• _EXERCISE AIM_
All the entries that follow are to be returned exactly.

• _DATA SHOWN_

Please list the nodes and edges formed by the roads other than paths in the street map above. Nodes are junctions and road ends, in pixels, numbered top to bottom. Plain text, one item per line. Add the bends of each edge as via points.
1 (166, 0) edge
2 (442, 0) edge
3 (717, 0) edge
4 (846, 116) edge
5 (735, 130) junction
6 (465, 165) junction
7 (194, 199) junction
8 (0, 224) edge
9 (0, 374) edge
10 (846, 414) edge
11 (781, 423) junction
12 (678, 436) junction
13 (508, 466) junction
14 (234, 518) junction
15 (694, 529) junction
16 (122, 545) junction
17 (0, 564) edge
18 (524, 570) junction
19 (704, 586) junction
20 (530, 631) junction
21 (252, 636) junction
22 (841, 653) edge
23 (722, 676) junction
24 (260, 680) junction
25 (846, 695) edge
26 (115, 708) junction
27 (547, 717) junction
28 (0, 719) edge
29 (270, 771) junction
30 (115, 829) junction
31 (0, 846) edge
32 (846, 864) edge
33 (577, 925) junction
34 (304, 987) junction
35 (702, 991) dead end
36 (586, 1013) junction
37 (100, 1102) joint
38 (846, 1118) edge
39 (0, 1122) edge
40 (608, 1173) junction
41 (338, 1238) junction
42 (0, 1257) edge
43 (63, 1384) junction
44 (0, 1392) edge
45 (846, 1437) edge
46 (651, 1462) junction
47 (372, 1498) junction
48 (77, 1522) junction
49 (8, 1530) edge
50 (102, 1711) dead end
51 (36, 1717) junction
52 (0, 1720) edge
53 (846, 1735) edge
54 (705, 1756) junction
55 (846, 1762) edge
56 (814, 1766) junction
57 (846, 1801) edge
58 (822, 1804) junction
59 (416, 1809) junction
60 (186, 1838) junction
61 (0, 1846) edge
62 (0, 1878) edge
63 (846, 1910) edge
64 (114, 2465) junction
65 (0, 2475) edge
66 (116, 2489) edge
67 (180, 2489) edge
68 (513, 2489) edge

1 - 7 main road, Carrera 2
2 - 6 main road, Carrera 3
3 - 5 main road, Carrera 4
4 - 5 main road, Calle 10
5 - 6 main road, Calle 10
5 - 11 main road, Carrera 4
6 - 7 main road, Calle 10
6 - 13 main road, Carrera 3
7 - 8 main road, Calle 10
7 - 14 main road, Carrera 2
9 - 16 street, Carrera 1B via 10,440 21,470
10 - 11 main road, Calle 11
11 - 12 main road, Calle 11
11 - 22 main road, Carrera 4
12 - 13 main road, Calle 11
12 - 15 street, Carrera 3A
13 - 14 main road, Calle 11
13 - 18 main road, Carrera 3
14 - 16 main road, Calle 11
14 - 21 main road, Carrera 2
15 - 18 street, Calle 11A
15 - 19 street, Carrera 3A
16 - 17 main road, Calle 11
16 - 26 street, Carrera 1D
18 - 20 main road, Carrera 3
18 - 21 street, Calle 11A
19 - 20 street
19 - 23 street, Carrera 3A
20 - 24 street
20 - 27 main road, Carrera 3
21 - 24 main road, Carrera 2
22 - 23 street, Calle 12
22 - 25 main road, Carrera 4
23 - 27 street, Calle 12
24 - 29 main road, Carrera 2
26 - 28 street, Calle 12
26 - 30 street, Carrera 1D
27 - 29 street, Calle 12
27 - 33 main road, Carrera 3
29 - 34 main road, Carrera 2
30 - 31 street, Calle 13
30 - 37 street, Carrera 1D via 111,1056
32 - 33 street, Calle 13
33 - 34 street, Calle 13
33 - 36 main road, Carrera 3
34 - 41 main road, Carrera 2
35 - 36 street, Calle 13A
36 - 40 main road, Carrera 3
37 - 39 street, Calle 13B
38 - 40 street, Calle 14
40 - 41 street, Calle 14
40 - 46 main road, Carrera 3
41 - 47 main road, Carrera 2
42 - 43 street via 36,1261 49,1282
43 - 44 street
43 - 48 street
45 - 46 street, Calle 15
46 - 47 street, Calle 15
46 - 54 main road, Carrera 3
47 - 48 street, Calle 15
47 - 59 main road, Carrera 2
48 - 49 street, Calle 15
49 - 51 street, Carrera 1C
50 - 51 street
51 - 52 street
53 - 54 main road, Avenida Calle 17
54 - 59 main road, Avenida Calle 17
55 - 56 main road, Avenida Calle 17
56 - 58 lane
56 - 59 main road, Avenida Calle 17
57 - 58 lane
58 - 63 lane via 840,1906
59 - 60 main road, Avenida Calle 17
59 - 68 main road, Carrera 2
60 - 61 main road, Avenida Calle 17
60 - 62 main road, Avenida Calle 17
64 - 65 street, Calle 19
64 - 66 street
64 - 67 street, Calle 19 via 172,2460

• _WRITTEN SOLUTION_
Please list the nodes and edges formed by the roads other than paths in the street map above. Nodes are junctions and road ends, in pixels, numbered top to bottom. Plain text, one item per line. Add the bends of each edge as via points.
1 (166, 0) edge
2 (442, 0) edge
3 (717, 0) edge
4 (846, 116) edge
5 (735, 130) junction
6 (465, 165) junction
7 (194, 199) junction
8 (0, 224) edge
9 (0, 374) edge
10 (846, 414) edge
11 (781, 423) junction
12 (678, 436) junction
13 (508, 466) junction
14 (234, 518) junction
15 (694, 529) junction
16 (122, 545) junction
17 (0, 564) edge
18 (524, 570) junction
19 (704, 586) junction
20 (530, 631) junction
21 (252, 636) junction
22 (841, 653) edge
23 (722, 676) junction
24 (260, 680) junction
25 (846, 695) edge
26 (115, 708) junction
27 (547, 717) junction
28 (0, 719) edge
29 (270, 771) junction
30 (115, 829) junction
31 (0, 846) edge
32 (846, 864) edge
33 (577, 925) junction
34 (304, 987) junction
35 (702, 991) dead end
36 (586, 1013) junction
37 (100, 1102) joint
38 (846, 1118) edge
39 (0, 1122) edge
40 (608, 1173) junction
41 (338, 1238) junction
42 (0, 1257) edge
43 (63, 1384) junction
44 (0, 1392) edge
45 (846, 1437) edge
46 (651, 1462) junction
47 (372, 1498) junction
48 (77, 1522) junction
49 (8, 1530) edge
50 (102, 1711) dead end
51 (36, 1717) junction
52 (0, 1720) edge
53 (846, 1735) edge
54 (705, 1756) junction
55 (846, 1762) edge
56 (814, 1766) junction
57 (846, 1801) edge
58 (822, 1804) junction
59 (416, 1809) junction
60 (186, 1838) junction
61 (0, 1846) edge
62 (0, 1878) edge
63 (846, 1910) edge
64 (114, 2465) junction
65 (0, 2475) edge
66 (116, 2489) edge
67 (180, 2489) edge
68 (513, 2489) edge

1 - 7 main road, Carrera 2
2 - 6 main road, Carrera 3
3 - 5 main road, Carrera 4
4 - 5 main road, Calle 10
5 - 6 main road, Calle 10
5 - 11 main road, Carrera 4
6 - 7 main road, Calle 10
6 - 13 main road, Carrera 3
7 - 8 main road, Calle 10
7 - 14 main road, Carrera 2
9 - 16 street, Carrera 1B via 10,440 21,470
10 - 11 main road, Calle 11
11 - 12 main road, Calle 11
11 - 22 main road, Carrera 4
12 - 13 main road, Calle 11
12 - 15 street, Carrera 3A
13 - 14 main road, Calle 11
13 - 18 main road, Carrera 3
14 - 16 main road, Calle 11
14 - 21 main road, Carrera 2
15 - 18 street, Calle 11A
15 - 19 street, Carrera 3A
16 - 17 main road, Calle 11
16 - 26 street, Carrera 1D
18 - 20 main road, Carrera 3
18 - 21 street, Calle 11A
19 - 20 street
19 - 23 street, Carrera 3A
20 - 24 street
20 - 27 main road, Carrera 3
21 - 24 main road, Carrera 2
22 - 23 street, Calle 12
22 - 25 main road, Carrera 4
23 - 27 street, Calle 12
24 - 29 main road, Carrera 2
26 - 28 street, Calle 12
26 - 30 street, Carrera 1D
27 - 29 street, Calle 12
27 - 33 main road, Carrera 3
29 - 34 main road, Carrera 2
30 - 31 street, Calle 13
30 - 37 street, Carrera 1D via 111,1056
32 - 33 street, Calle 13
33 - 34 street, Calle 13
33 - 36 main road, Carrera 3
34 - 41 main road, Carrera 2
35 - 36 street, Calle 13A
36 - 40 main road, Carrera 3
37 - 39 street, Calle 13B
38 - 40 street, Calle 14
40 - 41 street, Calle 14
40 - 46 main road, Carrera 3
41 - 47 main road, Carrera 2
42 - 43 street via 36,1261 49,1282
43 - 44 street
43 - 48 street
45 - 46 street, Calle 15
46 - 47 street, Calle 15
46 - 54 main road, Carrera 3
47 - 48 street, Calle 15
47 - 59 main road, Carrera 2
48 - 49 street, Calle 15
49 - 51 street, Carrera 1C
50 - 51 street
51 - 52 street
53 - 54 main road, Avenida Calle 17
54 - 59 main road, Avenida Calle 17
55 - 56 main road, Avenida Calle 17
56 - 58 lane
56 - 59 main road, Avenida Calle 17
57 - 58 lane
58 - 63 lane via 840,1906
59 - 60 main road, Avenida Calle 17
59 - 68 main road, Carrera 2
60 - 61 main road, Avenida Calle 17
60 - 62 main road, Avenida Calle 17
64 - 65 street, Calle 19
64 - 66 street
64 - 67 street, Calle 19 via 172,2460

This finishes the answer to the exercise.